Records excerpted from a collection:
*** Block opens ***

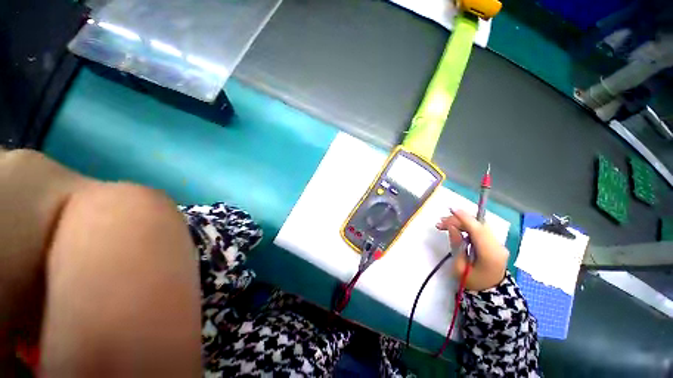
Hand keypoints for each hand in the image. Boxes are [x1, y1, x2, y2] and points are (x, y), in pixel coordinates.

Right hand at [436, 209, 508, 290]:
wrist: (491, 293)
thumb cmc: (472, 282)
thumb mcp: (459, 267)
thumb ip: (457, 245)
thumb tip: (452, 227)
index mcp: (490, 255)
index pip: (478, 230)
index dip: (465, 218)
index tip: (451, 209)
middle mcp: (498, 246)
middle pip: (478, 225)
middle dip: (458, 220)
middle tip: (440, 223)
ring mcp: (499, 244)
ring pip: (479, 225)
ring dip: (462, 222)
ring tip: (444, 224)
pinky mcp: (495, 242)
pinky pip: (480, 229)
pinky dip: (467, 226)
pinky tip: (455, 228)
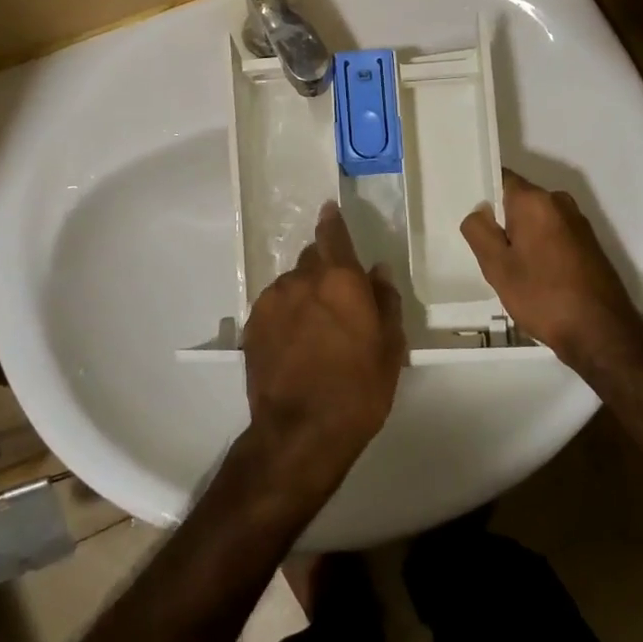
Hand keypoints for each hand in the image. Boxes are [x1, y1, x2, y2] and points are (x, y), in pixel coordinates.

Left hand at [241, 202, 405, 502]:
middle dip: (324, 269)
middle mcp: (301, 279)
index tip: (329, 209)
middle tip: (337, 299)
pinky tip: (294, 343)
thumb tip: (377, 271)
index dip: (332, 220)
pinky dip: (286, 314)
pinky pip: (274, 307)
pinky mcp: (252, 326)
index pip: (333, 234)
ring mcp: (272, 301)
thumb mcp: (390, 347)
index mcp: (340, 279)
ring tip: (315, 329)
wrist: (300, 433)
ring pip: (291, 284)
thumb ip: (385, 300)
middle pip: (312, 259)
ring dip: (304, 294)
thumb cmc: (358, 390)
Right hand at [460, 169, 642, 373]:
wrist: (601, 333)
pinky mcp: (588, 243)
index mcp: (535, 200)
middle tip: (488, 254)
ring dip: (522, 238)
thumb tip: (479, 211)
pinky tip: (536, 278)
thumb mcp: (497, 267)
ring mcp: (578, 222)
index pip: (501, 178)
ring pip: (536, 220)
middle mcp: (560, 202)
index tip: (473, 219)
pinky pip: (553, 234)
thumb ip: (479, 231)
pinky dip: (540, 248)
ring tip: (512, 271)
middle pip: (519, 201)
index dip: (483, 194)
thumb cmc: (543, 297)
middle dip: (502, 222)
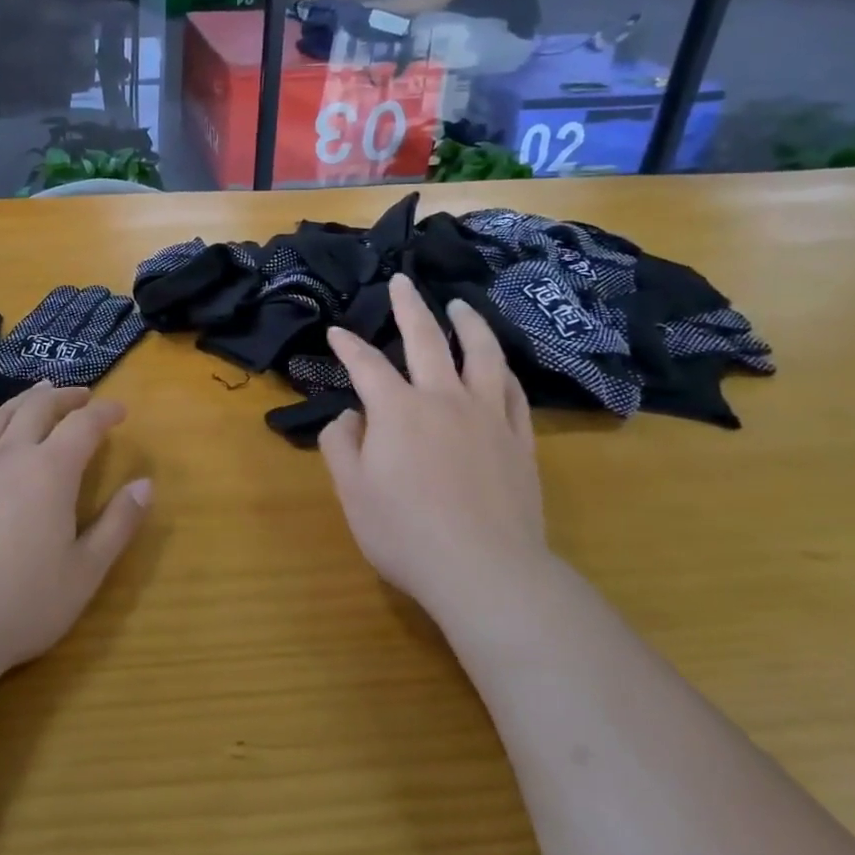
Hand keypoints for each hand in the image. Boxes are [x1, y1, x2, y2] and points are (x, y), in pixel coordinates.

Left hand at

*** Block closes ***

**What you have to do:** The response consists of the data above printed line for line, with no pictures.

**Answer for this exercise:**
Hand keypoints for each hand in the image. Boxes are [x1, y1, x2, y2] and points are (x, y), in pixel coordinates.

Right hand at [436, 209, 508, 290]:
wrist: (491, 293)
thumb cmc: (472, 282)
thumb mcp: (459, 267)
thumb ip: (457, 245)
thumb tip: (452, 227)
index mcp: (490, 255)
index pip: (478, 230)
index dip: (465, 218)
index tip: (451, 209)
middle mcp: (498, 246)
middle pip: (478, 225)
middle dip: (458, 220)
middle tip: (440, 223)
ring mcp: (499, 244)
ring pip: (479, 225)
ring dip: (462, 222)
ring tip: (444, 224)
pinky mcp: (495, 242)
pinky pip: (480, 229)
pinky dip: (467, 226)
pinky tip: (455, 228)
Hand keypoints for each hand in the image. Boxes are [x1, y1, x2, y2] and points are (x, y), in pixel coordinates.

Left hand at [241, 202, 405, 502]:
middle dip: (324, 269)
middle mcp: (301, 279)
index tip: (329, 209)
middle tip: (337, 299)
pinky tip: (294, 343)
thumb tip: (377, 271)
index dip: (332, 220)
pinky dip: (286, 314)
pinky pip: (274, 307)
pinky mcp: (252, 326)
index pip: (333, 234)
ring mcp: (272, 301)
thumb mcp: (390, 347)
index mcp: (340, 279)
ring tip: (315, 329)
wrist: (300, 433)
ring pip: (291, 284)
thumb ip: (385, 300)
middle pip: (312, 259)
ring dip: (304, 294)
thumb cmc: (358, 390)
Right hand at [460, 169, 642, 373]:
wrist: (601, 333)
pinky mcp: (588, 243)
index mcp: (535, 200)
middle tip: (488, 254)
ring dip: (522, 238)
thumb tip: (479, 211)
pinky tip: (536, 278)
thumb mcp: (497, 267)
ring mcp: (578, 222)
index pip: (501, 178)
ring pip: (536, 220)
middle mcp: (560, 202)
index tip: (473, 219)
pinky pip: (553, 234)
thumb ip: (479, 231)
pinky dip: (540, 248)
ring tip: (512, 271)
middle pip: (519, 201)
index dip: (483, 194)
thumb cmc: (543, 297)
middle dip: (502, 222)
Hand keypoints for each hand in the image. Boxes are [x1, y1, x2, y2] and points are (x, y), in pixel coordinates.

Left hand at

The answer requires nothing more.